And to be fair, these aren't candid revelations about her private life – the stuff of a tabloid newspaper editor's dreams – but topics the actress, at only 20, has tackled in a range of upcoming film and TV roles that will almost certainly transform her from a vaguely familiar face into a household name.
First up is Solitary Man, released this week, which sees Poots seduced by Michael Douglas, her mother's errant boyfriend in the film. "I'm sure a lot of people will perceive it as something seedy," she says earnestly. "But it shows two people coming together and finding a connection despite the age gap, and I do believe that age gaps are irrelevant. In this business you work with so many people who are double your age, or you are double theirs, and you connect with them."
Set in New York and also starring Susan Sarandon, the film plumbs the murky depths of modern-day relationships and sexual mores. "It is a one-night fling," she says of her character's relationship with Douglas. "Which is an interesting concept."
The actress will also explore sexual boundaries in an upcoming ITV remake of risqué drama Bouquet of Barbed Wire, which shocked 1970s audiences with its depiction of a father's incestuous obsession with his manipulative daughter.
"In terms of the remake, the incest isn't as obvious as in the original," she says, stirring her latte. "Trevor Eve, who plays my character Prue's father, just doesn't want to let his daughter go. Their relationship is not explicitly sexual, but it is still enough to make you go, 'Hmmm?!'"
She is comfortable tackling risqué roles but equally, she is also keen to avoid being typecast as the young love interest. "It is a difficult one, as you get scripts where women are just objects. If a role has been too one-dimensional I have turned it down.
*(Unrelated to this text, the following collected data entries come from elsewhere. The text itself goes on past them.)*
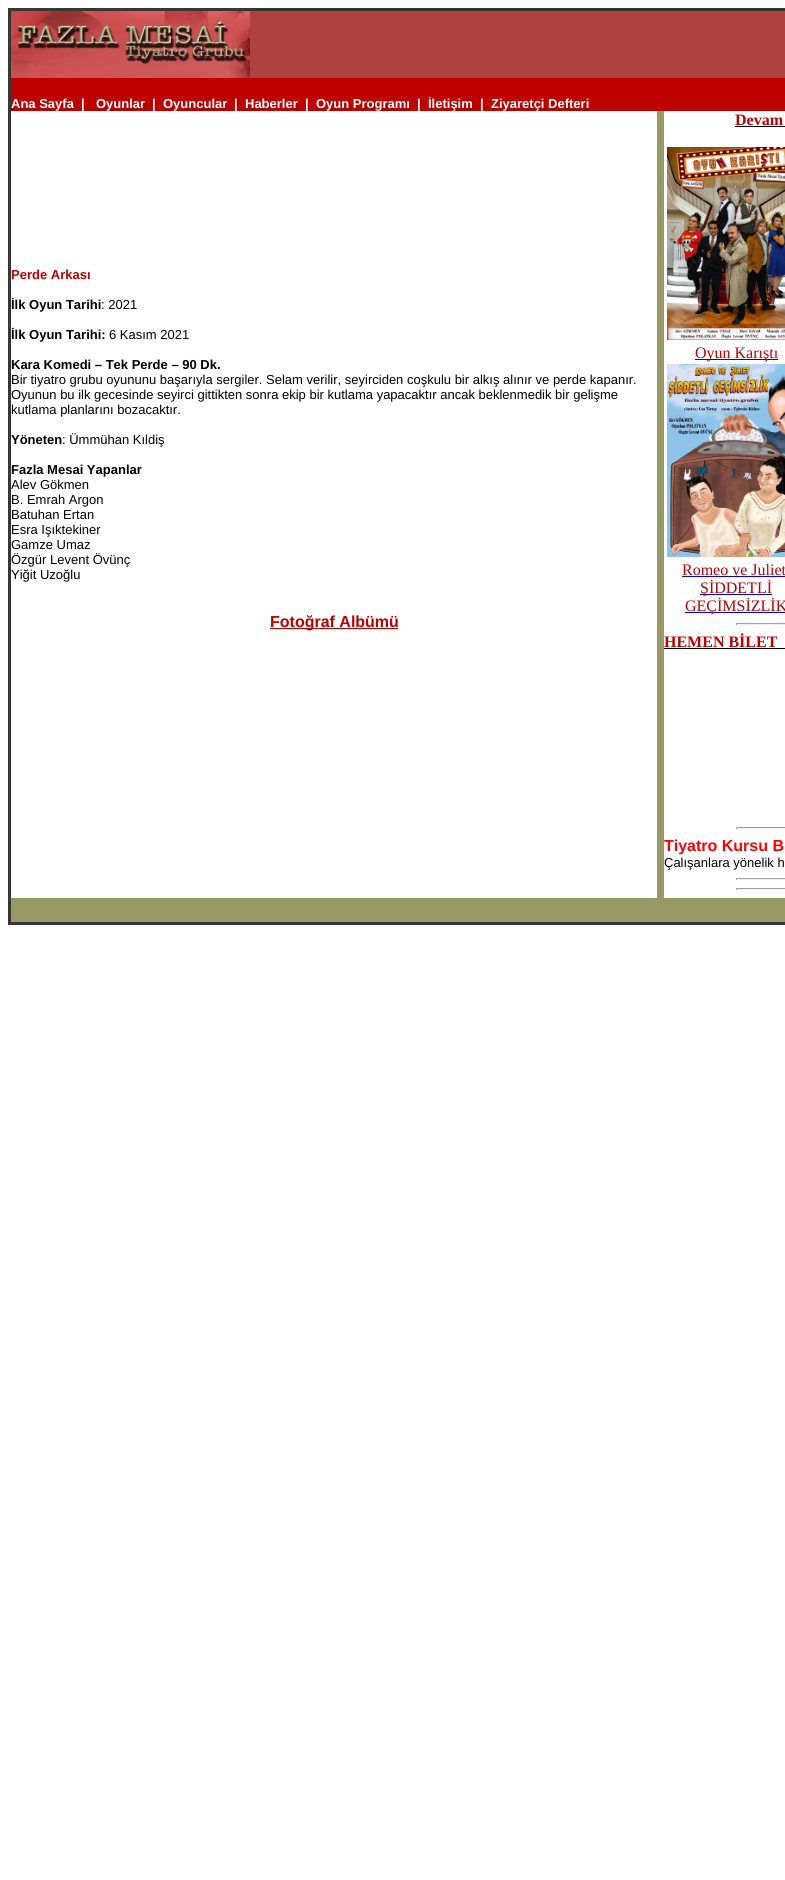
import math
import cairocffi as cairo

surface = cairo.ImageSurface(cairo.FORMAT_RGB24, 785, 1880)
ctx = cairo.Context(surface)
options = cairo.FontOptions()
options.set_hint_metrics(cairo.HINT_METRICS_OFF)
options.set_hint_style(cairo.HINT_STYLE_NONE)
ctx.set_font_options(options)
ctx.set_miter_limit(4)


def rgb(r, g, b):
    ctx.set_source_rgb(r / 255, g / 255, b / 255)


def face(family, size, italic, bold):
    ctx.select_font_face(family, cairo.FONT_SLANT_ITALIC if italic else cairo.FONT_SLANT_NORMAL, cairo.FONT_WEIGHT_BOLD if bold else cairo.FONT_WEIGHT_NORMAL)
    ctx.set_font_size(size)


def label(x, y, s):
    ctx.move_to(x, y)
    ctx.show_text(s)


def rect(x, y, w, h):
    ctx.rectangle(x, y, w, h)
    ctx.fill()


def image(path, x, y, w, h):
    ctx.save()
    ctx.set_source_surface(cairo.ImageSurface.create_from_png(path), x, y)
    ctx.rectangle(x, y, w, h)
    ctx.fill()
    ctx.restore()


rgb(255, 255, 255)
ctx.paint()
ctx.rectangle(9, 9, 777, 915)
rgb(55, 55, 55)
ctx.stroke()
ctx.rectangle(10.5, 10.5, 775, 912)
ctx.set_line_width(1)
ctx.stroke()
rgb(177, 65, 65)
rect(250, 11, 535, 67)
image('image0.png', 11, 11, 239, 67)
rgb(190, 0, 0)
rect(11, 78, 774, 33)
rgb(0, 0, 238)
rect(11, 109, 63, 1)
face('Liberation Sans', 13, 0, 1)
rgb(255, 255, 255)
label(11, 108, 'Ana Sayfa')
label(81, 108, '|')
rgb(0, 0, 238)
rect(96, 109, 49, 1)
rgb(255, 255, 255)
label(96, 108, 'Oyunlar')
label(152, 108, '|')
rgb(0, 0, 238)
rect(163, 109, 64, 1)
rgb(255, 255, 255)
label(163, 108, 'Oyuncular')
label(234, 108, '|')
label(245, 108, 'Haberler')
rgb(0, 0, 238)
rect(245, 109, 53, 1)
rgb(255, 255, 255)
label(305, 108, '|')
rgb(0, 0, 238)
rect(316, 109, 94, 1)
rgb(255, 255, 255)
label(316, 108, 'Oyun Programı')
label(417, 108, '|')
rgb(0, 0, 238)
rect(428, 109, 45, 1)
rgb(255, 255, 255)
label(428, 108, 'İletişim')
label(480, 108, '|')
rgb(0, 0, 238)
rect(491, 109, 98, 1)
rgb(255, 255, 255)
label(491, 108, 'Ziyaretçi Defteri')
rgb(190, 0, 0)
label(11, 279, 'Perde Arkası')
rgb(0, 0, 0)
label(11, 309, 'İlk Oyun Tarihi')
face('Liberation Sans', 13, 0, 0)
label(101, 309, ': 2021')
face('Liberation Sans', 13, 0, 1)
label(11, 339, 'İlk Oyun Tarihi:')
face('Liberation Sans', 13, 0, 0)
label(109, 339, '6 Kasım 2021')
face('Liberation Sans', 13, 0, 1)
label(11, 369, 'Kara Komedi – Tek Perde – 90 Dk.')
face('Liberation Sans', 13, 0, 0)
label(11, 384, 'Bir tiyatro grubu oyununu başarıyla sergiler. Selam verilir, seyirciden coşkulu bir alkış alınır ve perde kapanır.')
label(11, 399, 'Oyunun bu ilk gecesinde seyirci gittikten sonra ekip bir kutlama yapacaktır ancak beklenmedik bir gelişme')
label(11, 414, 'kutlama planlarını bozacaktır.')
face('Liberation Sans', 13, 0, 1)
label(11, 444, 'Yöneten')
face('Liberation Sans', 13, 0, 0)
label(62, 444, ': Ümmühan Kıldiş')
face('Liberation Sans', 13, 0, 1)
label(11, 474, 'Fazla Mesai Yapanlar')
face('Liberation Sans', 13, 0, 0)
label(11, 489, 'Alev Gökmen')
label(11, 504, 'B. Emrah Argon')
label(11, 519, 'Batuhan Ertan')
label(11, 534, 'Esra Işıktekiner')
label(11, 549, 'Gamze Umaz')
label(11, 564, 'Özgür Levent Övünç')
label(11, 579, 'Yiğit Uzoğlu')
rgb(190, 0, 0)
rect(270, 628, 128, 1)
face('Liberation Sans', 16, 0, 1)
label(270, 627, 'Fotoğraf Albümü')
rgb(153, 153, 102)
rect(657, 111, 7, 787)
face('Liberation Serif', 16, 0, 1)
rgb(190, 0, 0)
label(735, 125, 'Devam')
rgb(0, 0, 0)
rect(735, 126, 50, 1)
image('image1.png', 667, 147, 118, 193)
rgb(0, 0, 238)
rect(695, 359, 83, 1)
face('Liberation Serif', 16, 0, 0)
rgb(190, 0, 0)
label(695, 358, 'Oyun Karıştı')
image('image2.png', 667, 364, 118, 193)
label(682, 575, 'Romeo ve Juliet')
rgb(0, 0, 238)
rect(682, 576, 103, 1)
rect(700, 594, 72, 1)
rgb(190, 0, 0)
label(700, 593, 'ŞİDDETLİ')
rgb(0, 0, 238)
rect(685, 612, 100, 1)
rgb(190, 0, 0)
label(685, 611, 'GEÇİMSİZLİK')
rgb(159, 159, 159)
rect(736, 623, 49, 1)
rgb(238, 238, 238)
rect(736, 624, 49, 1)
rgb(159, 159, 159)
rect(736, 623, 1, 2)
face('Liberation Serif', 16, 0, 1)
rgb(190, 0, 0)
label(664, 647, 'HEMEN BİLET')
rgb(0, 0, 0)
rect(664, 648, 121, 1)
rgb(159, 159, 159)
rect(736, 827, 49, 1)
rgb(238, 238, 238)
rect(736, 828, 49, 1)
rgb(159, 159, 159)
rect(736, 827, 1, 2)
face('Liberation Sans', 16, 0, 1)
rgb(255, 0, 0)
label(664, 851, 'Tiyatro Kursu B')
face('Liberation Sans', 13, 0, 0)
rgb(0, 0, 0)
label(664, 867, 'Çalışanlara yönelik h')
rgb(159, 159, 159)
rect(736, 878, 49, 1)
rgb(238, 238, 238)
rect(736, 879, 49, 1)
rgb(159, 159, 159)
rect(736, 878, 1, 2)
rect(736, 888, 49, 1)
rgb(238, 238, 238)
rect(736, 889, 49, 1)
rgb(159, 159, 159)
rect(736, 888, 1, 2)
rgb(153, 153, 102)
rect(11, 898, 774, 24)
surface.write_to_png('render.png')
I still try to be a feminist in some tiny way," she says, in a an accent produced by west London's leafy Chiswick and an education at some of the city's best private schools. "There is more for women in terms of character roles now." She cites Dames Judi Dench and Maggie Smith as acting inspirations. "They have constantly changed over the years and challenged themselves with different roles," she explains. "That's impressive."
Best known so far for her role in the 2007 horror film 28 Weeks Later, and with an eclectic range of films on the way, the chances of her being typecast at this early stage seem unlikely. Her English-rose looks will be used to good effect in a new film adaptation of Emily Brontë's classic novel, Jane Eyre, which she is currently shooting with American director Cary Fukunaga. The actress plays Blanche Ingram, a socialite with whom Mr Rochester flirts to make Jane jealous. While in the novel the character is an unsympathetic gold-digger, it seems that Blanche has been given a make-over for the unnaturally nice Poots. "Blanche is genuinely flabbergasted that Rochester doesn't want to marry her. She is nice, and innocent."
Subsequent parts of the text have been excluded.